[PATCH v5 3/5] iommu/arm-smmu: Fix spurious interrupts with stall-on-fault

Thu May 15 14:46:56 UTC 2025

On Tue, May 06, 2025 at 11:18:44AM -0400, Connor Abbott wrote:
> On Tue, May 6, 2025 at 10:53 AM Will Deacon <will at kernel.org> wrote:
> >
> > On Tue, May 06, 2025 at 10:08:05AM -0400, Connor Abbott wrote:
> > > On Tue, May 6, 2025 at 8:24 AM Will Deacon <will at kernel.org> wrote:
> > > > On Wed, Mar 19, 2025 at 10:44:02AM -0400, Connor Abbott wrote:
> > > > > diff --git a/drivers/iommu/arm/arm-smmu/arm-smmu.c b/drivers/iommu/arm/arm-smmu/arm-smmu.c
> > > > > index c7b5d7c093e71050d29a834c8d33125e96b04d81..9927f3431a2eab913750e6079edc6393d1938c98 100644
> > > > > --- a/drivers/iommu/arm/arm-smmu/arm-smmu.c
> > > > > +++ b/drivers/iommu/arm/arm-smmu/arm-smmu.c
> > > > > @@ -470,13 +470,52 @@ static irqreturn_t arm_smmu_context_fault(int irq, void *dev)
> > > > >       if (!(cfi->fsr & ARM_SMMU_CB_FSR_FAULT))
> > > > >               return IRQ_NONE;
> > > > >
> > > > > +     /*
> > > > > +      * On some implementations FSR.SS asserts a context fault
> > > > > +      * interrupt. We do not want this behavior, because resolving the
> > > > > +      * original context fault typically requires operations that cannot be
> > > > > +      * performed in IRQ context but leaving the stall unacknowledged will
> > > > > +      * immediately lead to another spurious interrupt as FSR.SS is still
> > > > > +      * set.

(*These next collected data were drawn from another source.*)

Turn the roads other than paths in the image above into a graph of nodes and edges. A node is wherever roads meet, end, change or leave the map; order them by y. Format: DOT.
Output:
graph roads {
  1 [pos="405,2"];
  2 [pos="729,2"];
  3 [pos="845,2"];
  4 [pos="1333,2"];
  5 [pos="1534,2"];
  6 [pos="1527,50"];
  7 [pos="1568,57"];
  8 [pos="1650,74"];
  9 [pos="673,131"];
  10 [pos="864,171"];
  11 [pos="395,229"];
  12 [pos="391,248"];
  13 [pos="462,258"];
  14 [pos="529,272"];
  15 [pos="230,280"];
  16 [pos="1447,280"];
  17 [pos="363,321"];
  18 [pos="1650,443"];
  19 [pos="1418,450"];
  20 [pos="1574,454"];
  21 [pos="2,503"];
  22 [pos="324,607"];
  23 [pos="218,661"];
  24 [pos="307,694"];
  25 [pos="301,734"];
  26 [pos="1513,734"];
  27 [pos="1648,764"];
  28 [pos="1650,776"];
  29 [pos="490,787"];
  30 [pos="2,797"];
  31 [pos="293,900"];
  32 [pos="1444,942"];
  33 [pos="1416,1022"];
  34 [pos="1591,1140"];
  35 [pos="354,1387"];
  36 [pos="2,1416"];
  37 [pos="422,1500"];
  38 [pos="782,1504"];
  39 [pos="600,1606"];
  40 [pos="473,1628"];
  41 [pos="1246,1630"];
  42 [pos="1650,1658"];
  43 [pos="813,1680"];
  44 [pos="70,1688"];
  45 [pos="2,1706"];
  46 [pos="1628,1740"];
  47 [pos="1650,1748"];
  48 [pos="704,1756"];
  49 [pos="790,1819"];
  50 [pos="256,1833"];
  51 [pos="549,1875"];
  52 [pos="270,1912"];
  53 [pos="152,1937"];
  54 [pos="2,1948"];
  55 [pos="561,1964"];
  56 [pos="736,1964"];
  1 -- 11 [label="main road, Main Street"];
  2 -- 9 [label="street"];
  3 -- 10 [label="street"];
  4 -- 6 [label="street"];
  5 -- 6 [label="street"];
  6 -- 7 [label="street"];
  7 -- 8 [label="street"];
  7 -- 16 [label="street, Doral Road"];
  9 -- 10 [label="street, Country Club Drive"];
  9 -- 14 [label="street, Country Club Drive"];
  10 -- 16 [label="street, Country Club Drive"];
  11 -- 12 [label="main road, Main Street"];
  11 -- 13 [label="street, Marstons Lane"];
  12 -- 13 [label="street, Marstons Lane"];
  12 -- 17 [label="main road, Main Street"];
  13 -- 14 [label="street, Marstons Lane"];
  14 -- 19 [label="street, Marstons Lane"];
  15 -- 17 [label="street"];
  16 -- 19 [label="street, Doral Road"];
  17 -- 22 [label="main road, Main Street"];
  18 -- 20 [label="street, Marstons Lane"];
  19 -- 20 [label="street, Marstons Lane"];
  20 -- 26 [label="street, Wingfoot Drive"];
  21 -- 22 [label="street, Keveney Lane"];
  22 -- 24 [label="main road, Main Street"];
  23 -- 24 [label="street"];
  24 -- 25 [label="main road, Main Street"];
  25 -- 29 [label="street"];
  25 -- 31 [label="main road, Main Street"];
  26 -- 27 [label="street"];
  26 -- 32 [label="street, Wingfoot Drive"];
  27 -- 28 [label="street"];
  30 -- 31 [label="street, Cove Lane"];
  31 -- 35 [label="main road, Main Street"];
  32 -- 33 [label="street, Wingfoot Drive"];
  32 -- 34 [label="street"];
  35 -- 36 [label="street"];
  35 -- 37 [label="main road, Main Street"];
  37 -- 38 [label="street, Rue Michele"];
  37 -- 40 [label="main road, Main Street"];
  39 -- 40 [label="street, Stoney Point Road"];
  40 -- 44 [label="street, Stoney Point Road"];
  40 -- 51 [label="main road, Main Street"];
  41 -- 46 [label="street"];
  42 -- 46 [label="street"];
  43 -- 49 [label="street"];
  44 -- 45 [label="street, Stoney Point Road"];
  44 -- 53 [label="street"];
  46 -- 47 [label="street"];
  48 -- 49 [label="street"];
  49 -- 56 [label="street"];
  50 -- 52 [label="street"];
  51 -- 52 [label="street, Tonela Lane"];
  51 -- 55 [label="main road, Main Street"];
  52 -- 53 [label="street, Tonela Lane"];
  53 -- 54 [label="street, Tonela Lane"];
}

Work around this by disabling interrupts for this context bank.
> > > > > +      * It's expected that interrupts are re-enabled after resuming the
> > > > > +      * translation.
> > > >
> > > > s/translation/transaction/
> > > >
> > > > > +      *
> > > > > +      * We have to do this before report_iommu_fault() so that we don't
> > > > > +      * leave interrupts disabled in case the downstream user decides the
> > > > > +      * fault can be resolved inside its fault handler.
> > > > > +      *
> > > > > +      * There is a possible race if there are multiple context banks sharing
> > > > > +      * the same interrupt and both signal an interrupt in between writing
> > > > > +      * RESUME and SCTLR. We could disable interrupts here before we
> > > > > +      * re-enable them in the resume handler, leaving interrupts enabled.
> > > > > +      * Lock the write to serialize it with the resume handler.
> > > > > +      */
> > > >
> > > > I'm struggling to understand this last part. If the resume handler runs
> > > > synchronously from report_iommu_fault(), then there's no need for
> > > > locking because we're in interrupt context. If the resume handler can
> > > > run asynchronously from report_iommu_fault(), then the locking doesn't
> > > > help because the code below could clear CFIE right after the resume
> > > > handler has set it.
> > >
> > > The problem is indeed when the resume handler runs asynchronously.
> > > Clearing CFIE right after the resume handler has set it is normal and
> > > expected. The issue is the opposite, i.e. something like:
> > >
> > > - Resume handler writes RESUME and stalls for some reason
> > > - The interrupt handler runs through and clears CFIE while it's already cleared
> > > - Resume handler sets CFIE, assuming that the handler hasn't run yet
> > > but it actually has
> > >
> > > This wouldn't happen with only one context bank, because we wouldn't
> > > get an interrupt until the resume handler sets CFIE, but with multiple
> > > context banks and a shared interrupt line we could get a "spurious"
> > > interrupt due to a fault in an earlier context bank that becomes not
> > > spurious if the resume handler writes RESUME before the context fault
> > > handler for this bank reads FSR above.
> >
> > Ah, gotcha. Thanks for the explanation.
> >
> > If we moved the RESUME+CFIE into the interrupt handler after the call
> > to report_iommu_fault(), would it be possible to run the handler as a
> > threaded irq (see 'context_fault_needs_threaded_irq') and handle the
> > callback synchronously? In that case, I think we could avoid taking the
> > lock if we wrote CFIE _before_ RESUME.
> >
> 
> We need the lock anyway due to the parallel manipulation of CFCFG in
> the same register introduced in the next patch. Expanding it to also
> cover the write to RESUME is not a huge deal. Also, doing it
> synchronously would require rewriting the fault handling in drm/msm
> and again I'm trying to fix this serious stability problem now as soon
> as possible without getting dragged into rewriting the whole thing.

This has never worked though, right? In which case, we should fix it
properly rather than papering over the mess.

Georgi (CC'd) added support for threaded interrupts specifically to
permit sleeping operations in the fault handler. You should be able to
use that and I don't understand why that would require "rewriting the
whole thing". You can kick the async work and then wait for it to
complete, no?

That would then open the door to handling the RESUME in the core driver
in future based on the return value from report_iommu_fault().

You also need to fix qcom_tbu_halt() as I mentioned before.

Will